Pick out the lines below that contain the string "Barónka" and copy them all.

___ THE DATA

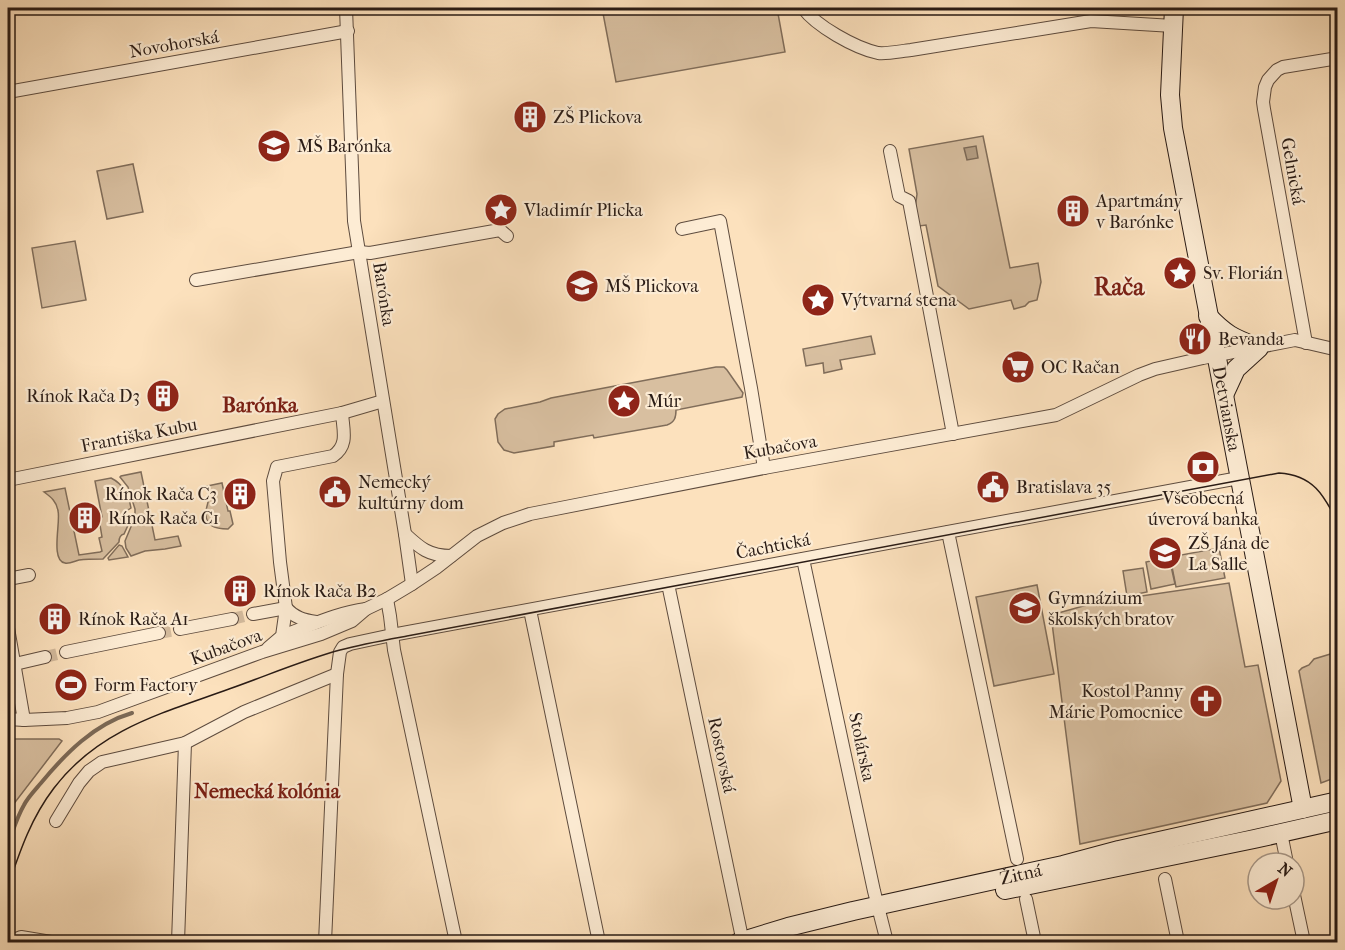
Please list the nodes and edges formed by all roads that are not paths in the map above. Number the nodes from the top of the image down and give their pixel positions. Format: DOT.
graph roads {
  1 [pos="346,8"];
  2 [pos="803,8"];
  3 [pos="1174,8"];
  4 [pos="1173,26"];
  5 [pos="348,31"];
  6 [pos="1338,58"];
  7 [pos="8,92"];
  8 [pos="890,151"];
  9 [pos="682,229"];
  10 [pos="507,236"];
  11 [pos="358,252"];
  12 [pos="196,280"];
  13 [pos="1209,316"];
  14 [pos="1306,342"];
  15 [pos="1259,348"];
  16 [pos="1338,350"];
  17 [pos="1216,356"];
  18 [pos="1224,395"];
  19 [pos="383,401"];
  20 [pos="342,413"];
  21 [pos="953,434"];
  22 [pos="764,468"];
  23 [pos="1239,478"];
  24 [pos="8,480"];
  25 [pos="948,532"];
  26 [pos="405,534"];
  27 [pos="451,556"];
  28 [pos="803,559"];
  29 [pos="29,575"];
  30 [pos="8,579"];
  31 [pos="412,584"];
  32 [pos="668,584"];
  33 [pos="387,599"];
  34 [pos="286,608"];
  35 [pos="366,609"];
  36 [pos="530,610"];
  37 [pos="253,614"];
  38 [pos="232,619"];
  39 [pos="316,622"];
  40 [pos="8,628"];
  41 [pos="180,629"];
  42 [pos="159,633"];
  43 [pos="392,635"];
  44 [pos="282,636"];
  45 [pos="66,652"];
  46 [pos="262,652"];
  47 [pos="45,657"];
  48 [pos="15,664"];
  49 [pos="337,674"];
  50 [pos="8,719"];
  51 [pos="24,720"];
  52 [pos="185,742"];
  53 [pos="1338,801"];
  54 [pos="1303,809"];
  55 [pos="56,821"];
  56 [pos="1333,821"];
  57 [pos="1281,833"];
  58 [pos="1285,851"];
  59 [pos="1017,859"];
  60 [pos="1165,879"];
  61 [pos="1026,899"];
  62 [pos="879,911"];
  63 [pos="1297,911"];
  64 [pos="740,938"];
  65 [pos="9,942"];
  66 [pos="51,942"];
  67 [pos="178,942"];
  68 [pos="325,942"];
  69 [pos="456,942"];
  70 [pos="599,942"];
  71 [pos="777,942"];
  72 [pos="886,942"];
  73 [pos="1035,942"];
  74 [pos="1178,942"];
  75 [pos="1304,942"];
  1 -- 5 [label="street, Barónka"];
  2 -- 4 [label="street"];
  3 -- 4 [label="main road, Detvianska"];
  4 -- 13 [label="main road, Detvianska"];
  5 -- 7 [label="street, Novohorská"];
  5 -- 11 [label="street, Barónka"];
  6 -- 14 [label="street, Gelnická"];
  8 -- 21 [label="street"];
  9 -- 22 [label="street"];
  10 -- 11 [label="street"];
  11 -- 12 [label="street"];
  11 -- 19 [label="street, Barónka"];
  13 -- 15 [label="main road"];
  13 -- 17 [label="main road, Detvianska"];
  14 -- 15 [label="street, Kubačova"];
  14 -- 16 [label="street, Kubačova"];
  15 -- 17 [label="street, Kubačova"];
  15 -- 18 [label="main road"];
  17 -- 18 [label="main road, Detvianska"];
  17 -- 21 [label="street, Kubačova"];
  18 -- 23 [label="main road, Detvianska"];
  19 -- 20 [label="street, Františka Kubu"];
  19 -- 26 [label="street, Barónka"];
  20 -- 24 [label="street, Františka Kubu"];
  20 -- 34 [label="street"];
  21 -- 22 [label="street, Kubačova"];
  22 -- 27 [label="street, Kubačova"];
  23 -- 25 [label="street, Čachtická"];
  23 -- 54 [label="main road, Detvianska"];
  25 -- 28 [label="street, Čachtická"];
  25 -- 59 [label="street"];
  26 -- 27 [label="street"];
  26 -- 31 [label="street, Barónka"];
  27 -- 31 [label="street, Kubačova"];
  28 -- 32 [label="street, Čachtická"];
  28 -- 62 [label="street, Stolárska"];
  29 -- 30 [label="street"];
  31 -- 33 [label="street, Kubačova"];
  32 -- 36 [label="street, Čachtická"];
  32 -- 64 [label="street, Rostovská"];
  33 -- 35 [label="street, Kubačova"];
  33 -- 43 [label="street"];
  34 -- 37 [label="street"];
  34 -- 39 [label="street"];
  34 -- 44 [label="street"];
  35 -- 39 [label="street, Kubačova"];
  35 -- 46 [label="street, Kubačova"];
  36 -- 43 [label="street, Čachtická"];
  36 -- 70 [label="street"];
  38 -- 41 [label="street"];
  39 -- 44 [label="street, Kubačova"];
  40 -- 48 [label="street"];
  42 -- 45 [label="street"];
  43 -- 49 [label="street, Čachtická"];
  43 -- 69 [label="street"];
  44 -- 46 [label="street, Kubačova"];
  46 -- 51 [label="street, Kubačova"];
  47 -- 48 [label="street"];
  48 -- 51 [label="street"];
  49 -- 52 [label="street"];
  49 -- 68 [label="street"];
  50 -- 51 [label="street, Kubačova"];
  52 -- 55 [label="street"];
  52 -- 67 [label="street"];
  53 -- 54 [label="main road, Žitná"];
  54 -- 56 [label="main road"];
  54 -- 57 [label="main road"];
  54 -- 62 [label="main road, Žitná"];
  56 -- 57 [label="main road, Žitná"];
  57 -- 58 [label="street"];
  57 -- 62 [label="main road, Žitná"];
  60 -- 74 [label="street"];
  61 -- 73 [label="street"];
  62 -- 64 [label="main road, Žitná"];
  62 -- 71 [label="main road, Žitná"];
  62 -- 72 [label="street, Stolárska"];
  63 -- 75 [label="street"];
  65 -- 66 [label="street"];
}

______

» RESPONSE FOR THIS EXERCISE
  1 -- 5 [label="street, Barónka"];
  5 -- 11 [label="street, Barónka"];
  11 -- 19 [label="street, Barónka"];
  19 -- 26 [label="street, Barónka"];
  26 -- 31 [label="street, Barónka"];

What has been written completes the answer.